Corporations don’t react as much as you’d think to 1 week interruptions in revenue numbers unfortunately as they are beholden to shareholders and shareholders react to quarterly earnings report. To truly send a message it would need to boycott from Q1 to Q2, basically Jan-April or even May.
Canceled Prime weeks ago and done with Amazon. Unsubscribed to all US websites. We always prefered to buy locally, but would occasionally jump the fence. No more jumping. If it's not either local, made in Canada, or Product of Canada, we're doing without.
Awesome. Do you still buy online from other billion dollar companies or have you been able to go all local? I’m having a hard time getting past the convenience and cheapness they are able to provide. I have cut back a huge amount though since Covid where I never wanted to leave home to purchase things I need for home.

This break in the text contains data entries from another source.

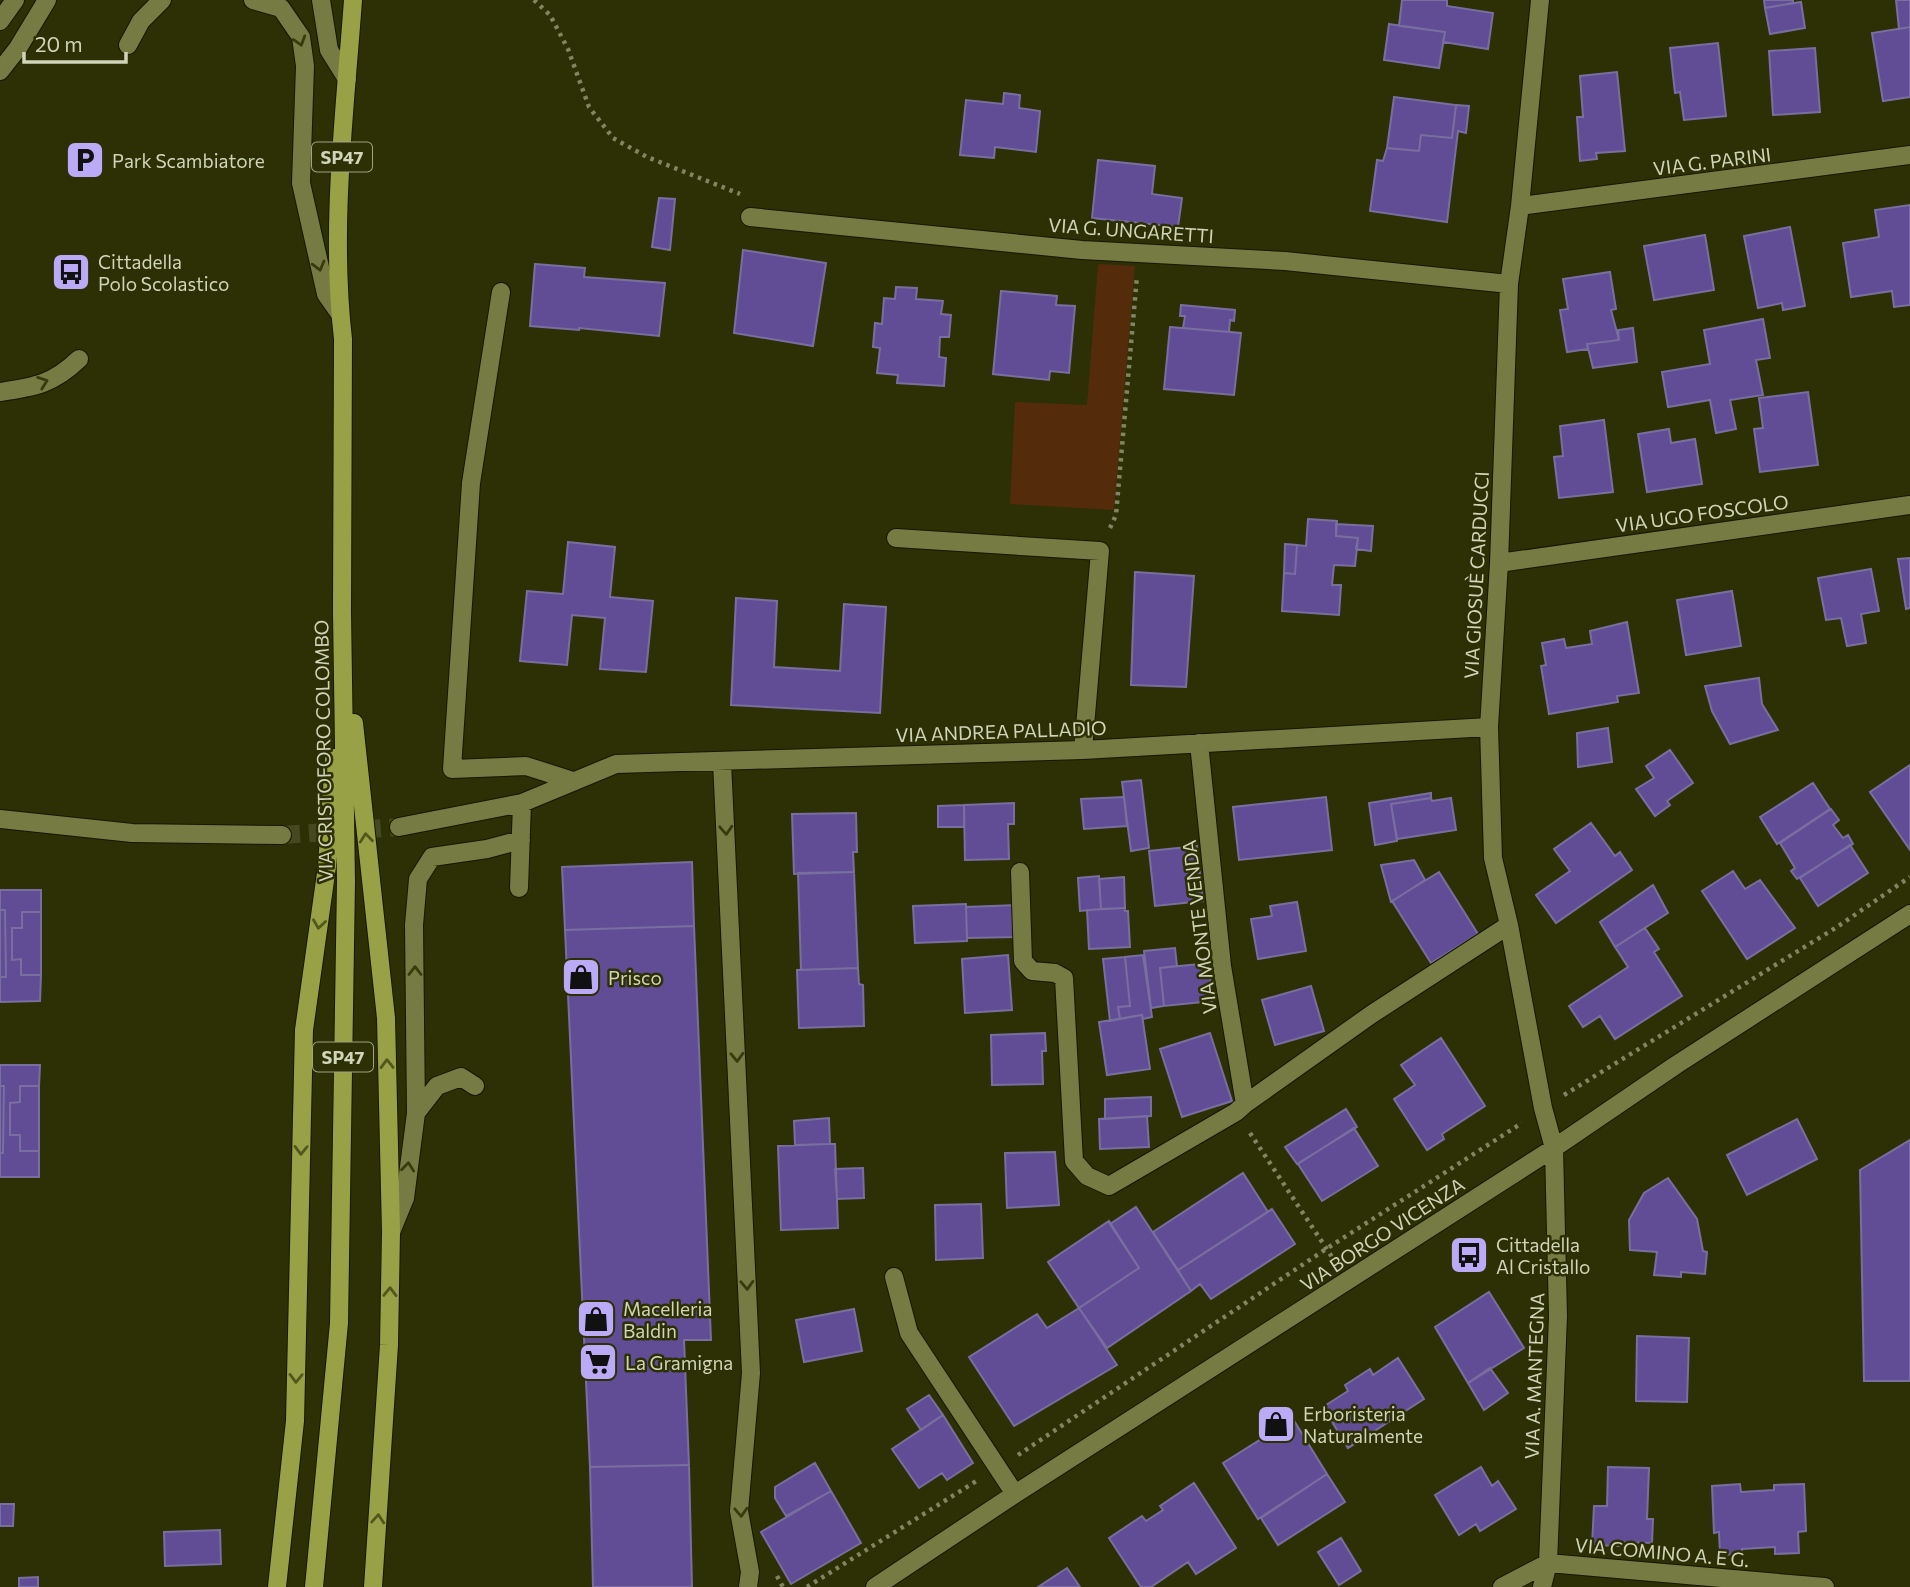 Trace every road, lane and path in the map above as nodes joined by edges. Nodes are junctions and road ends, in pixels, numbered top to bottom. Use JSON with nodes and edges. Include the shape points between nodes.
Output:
{"nodes":[{"id":1,"x":15,"y":0,"type":"edge"},
{"id":2,"x":47,"y":0,"type":"edge"},
{"id":3,"x":162,"y":0,"type":"edge"},
{"id":4,"x":253,"y":0,"type":"edge"},
{"id":5,"x":321,"y":0,"type":"edge"},
{"id":6,"x":353,"y":0,"type":"edge"},
{"id":7,"x":534,"y":0,"type":"edge"},
{"id":8,"x":1540,"y":0,"type":"edge"},
{"id":9,"x":0,"y":21,"type":"edge"},
{"id":10,"x":128,"y":45,"type":"dead end"},
{"id":11,"x":0,"y":71,"type":"edge"},
{"id":12,"x":347,"y":79,"type":"junction"},
{"id":13,"x":1910,"y":155,"type":"edge"},
{"id":14,"x":1520,"y":206,"type":"junction"},
{"id":15,"x":750,"y":217,"type":"joint"},
{"id":16,"x":1139,"y":253,"type":"junction"},
{"id":17,"x":1509,"y":284,"type":"junction"},
{"id":18,"x":501,"y":292,"type":"dead end"},
{"id":19,"x":340,"y":314,"type":"junction"},
{"id":20,"x":79,"y":359,"type":"dead end"},
{"id":21,"x":0,"y":391,"type":"edge"},
{"id":22,"x":1910,"y":505,"type":"edge"},
{"id":23,"x":896,"y":538,"type":"dead end"},
{"id":24,"x":1100,"y":551,"type":"junction"},
{"id":25,"x":1499,"y":563,"type":"junction"},
{"id":26,"x":342,"y":612,"type":"junction"},
{"id":27,"x":1489,"y":727,"type":"junction"},
{"id":28,"x":1199,"y":743,"type":"junction"},
{"id":29,"x":1083,"y":750,"type":"junction"},
{"id":30,"x":722,"y":762,"type":"junction"},
{"id":31,"x":573,"y":780,"type":"junction"},
{"id":32,"x":522,"y":803,"type":"junction"},
{"id":33,"x":0,"y":819,"type":"edge"},
{"id":34,"x":399,"y":827,"type":"tunnel mouth"},
{"id":35,"x":282,"y":835,"type":"tunnel mouth"},
{"id":36,"x":521,"y":840,"type":"junction"},
{"id":37,"x":1020,"y":872,"type":"dead end"},
{"id":38,"x":1910,"y":877,"type":"edge"},
{"id":39,"x":519,"y":888,"type":"dead end"},
{"id":40,"x":1910,"y":914,"type":"edge"},
{"id":41,"x":1509,"y":925,"type":"junction"},
{"id":42,"x":475,"y":1086,"type":"dead end"},
{"id":43,"x":1241,"y":1108,"type":"junction"},
{"id":44,"x":1543,"y":1108,"type":"junction"},
{"id":45,"x":415,"y":1113,"type":"junction"},
{"id":46,"x":1554,"y":1148,"type":"junction"},
{"id":47,"x":391,"y":1232,"type":"junction"},
{"id":48,"x":1326,"y":1249,"type":"junction"},
{"id":49,"x":894,"y":1277,"type":"dead end"},
{"id":50,"x":1349,"y":1280,"type":"junction"},
{"id":51,"x":997,"y":1468,"type":"junction"},
{"id":52,"x":1015,"y":1494,"type":"junction"},
{"id":53,"x":1548,"y":1563,"type":"junction"},
{"id":54,"x":277,"y":1587,"type":"edge"},
{"id":55,"x":314,"y":1587,"type":"edge"},
{"id":56,"x":373,"y":1587,"type":"edge"},
{"id":57,"x":748,"y":1587,"type":"edge"},
{"id":58,"x":807,"y":1587,"type":"edge"},
{"id":59,"x":875,"y":1587,"type":"edge"},
{"id":60,"x":1502,"y":1587,"type":"edge"},
{"id":61,"x":1542,"y":1587,"type":"edge"},
{"id":62,"x":1556,"y":1587,"type":"edge"},
{"id":63,"x":1825,"y":1587,"type":"edge"}],
"edges":[{"from":1,"to":9,"type":"street"},
{"from":2,"to":11,"type":"street"},
{"from":3,"to":10,"type":"street","via":[[141,21]]},
{"from":4,"to":19,"type":"street","one_way":true,"via":[[281,8],[301,37],[305,66],[301,183],[326,294]]},
{"from":5,"to":12,"type":"street","via":[[329,50]]},
{"from":6,"to":12,"type":"main road","name":"VIA CRISTOFORO COLOMBO","number":"SP47"},
{"from":7,"to":15,"type":"path","via":[[550,15],[589,107],[613,138],[647,157],[739,193]]},
{"from":8,"to":14,"type":"street","name":"VIA GIOSUÈ CARDUCCI"},
{"from":12,"to":19,"type":"main road","name":"VIA CRISTOFORO COLOMBO","number":"SP47","via":[[340,187]]},
{"from":13,"to":14,"type":"street","name":"VIA G. PARINI"},
{"from":14,"to":17,"type":"street","name":"VIA GIOSUÈ CARDUCCI"},
{"from":15,"to":16,"type":"street","name":"VIA G. UNGARETTI"},
{"from":16,"to":17,"type":"street","name":"VIA G. UNGARETTI","via":[[1285,261]]},
{"from":16,"to":24,"type":"path","via":[[1116,515]]},
{"from":17,"to":25,"type":"street","name":"VIA GIOSUÈ CARDUCCI"},
{"from":18,"to":31,"type":"street","via":[[471,483],[452,769],[526,766]]},
{"from":19,"to":26,"type":"main road","name":"VIA CRISTOFORO COLOMBO","number":"SP47"},
{"from":21,"to":20,"type":"street","one_way":true,"via":[[43,384]]},
{"from":22,"to":25,"type":"street","name":"VIA UGO FOSCOLO"},
{"from":23,"to":24,"type":"street"},
{"from":24,"to":29,"type":"street"},
{"from":25,"to":27,"type":"street","name":"VIA GIOSUÈ CARDUCCI"},
{"from":47,"to":26,"type":"main road","one_way":true,"via":[[386,1018]]},
{"from":26,"to":54,"type":"main road","one_way":true,"via":[[327,866],[303,1030],[295,1421]]},
{"from":26,"to":55,"type":"main road","name":"VIA CRISTOFORO COLOMBO","number":"SP47","via":[[346,881],[339,1323]]},
{"from":27,"to":28,"type":"street","name":"VIA ANDREA PALLADIO"},
{"from":27,"to":41,"type":"street","name":"VIA GIOSUÈ CARDUCCI","via":[[1493,858]]},
{"from":28,"to":29,"type":"street","name":"VIA ANDREA PALLADIO"},
{"from":28,"to":43,"type":"street","name":"VIA MONTE VENDA"},
{"from":29,"to":30,"type":"street","name":"VIA ANDREA PALLADIO"},
{"from":30,"to":31,"type":"street","name":"VIA ANDREA PALLADIO","via":[[616,764]]},
{"from":30,"to":57,"type":"street","one_way":true,"via":[[751,1373],[739,1511],[750,1572]]},
{"from":31,"to":32,"type":"street","name":"VIA ANDREA PALLADIO"},
{"from":32,"to":34,"type":"street","name":"VIA ANDREA PALLADIO"},
{"from":32,"to":36,"type":"street"},
{"from":33,"to":35,"type":"street","via":[[132,833]]},
{"from":36,"to":39,"type":"street"},
{"from":45,"to":36,"type":"street","one_way":true,"via":[[418,879],[432,857]]},
{"from":37,"to":43,"type":"street","via":[[1023,961],[1032,971],[1064,978],[1074,1161],[1087,1176],[1109,1186]]},
{"from":38,"to":44,"type":"path"},
{"from":40,"to":46,"type":"street","name":"VIA BORGO VICENZA"},
{"from":41,"to":43,"type":"street","via":[[1372,1014]]},
{"from":41,"to":44,"type":"street","name":"VIA GIOSUÈ CARDUCCI"},
{"from":42,"to":45,"type":"street","via":[[461,1077],[437,1086]]},
{"from":43,"to":48,"type":"path"},
{"from":44,"to":46,"type":"street","name":"VIA GIOSUÈ CARDUCCI"},
{"from":44,"to":48,"type":"path"},
{"from":47,"to":45,"type":"street","one_way":true,"via":[[405,1198]]},
{"from":46,"to":50,"type":"street","name":"VIA BORGO VICENZA"},
{"from":46,"to":53,"type":"street","name":"VIA A. MANTEGNA","via":[[1558,1316]]},
{"from":56,"to":47,"type":"main road","one_way":true,"via":[[389,1345]]},
{"from":48,"to":50,"type":"path"},
{"from":48,"to":51,"type":"path"},
{"from":49,"to":51,"type":"street","via":[[909,1333]]},
{"from":50,"to":52,"type":"street","name":"VIA BORGO VICENZA"},
{"from":51,"to":52,"type":"street"},
{"from":51,"to":58,"type":"path"},
{"from":52,"to":59,"type":"street","name":"VIA BORGO VICENZA"},
{"from":53,"to":60,"type":"street","name":"VIA COMINO A. E G."},
{"from":53,"to":61,"type":"street","name":"VIA A. MANTEGNA"},
{"from":53,"to":62,"type":"street","name":"VIA A. MANTEGNA"},
{"from":53,"to":63,"type":"street","name":"VIA COMINO A. E G."}]}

Amazon is just so convenient, it's hard to say no. If I need new socks, I can press one button and somebody brings it to my front door in a couple hours at a cheap price. Alternative? Order them somewhere else online and get them in a week or drive 20 minutes, deal with parking + crowds to get them a couple dollars more expensive.
It's a crap situation but I understand how Amazon got so big.
I said in another comment yesterday that Amazon is the most affordable option in my high COL area and provides the most variety. Especially groceries when I don't have time to go grocery shopping. Not to mention, I get 5% cash back on my Amazon credit card. With inflation how it is, I'm not giving it up, and I do not feel bad for it.
Is it really that bad to order things somewhere else? I live in Germany and never buy on Amazon and most things take one to three days to be delivered to me.
In the US, you can get Walmart and Target delivered to you in 3 days for a lot of stuff, but I'm not sure if ordering from them is much more ethical than Amazon.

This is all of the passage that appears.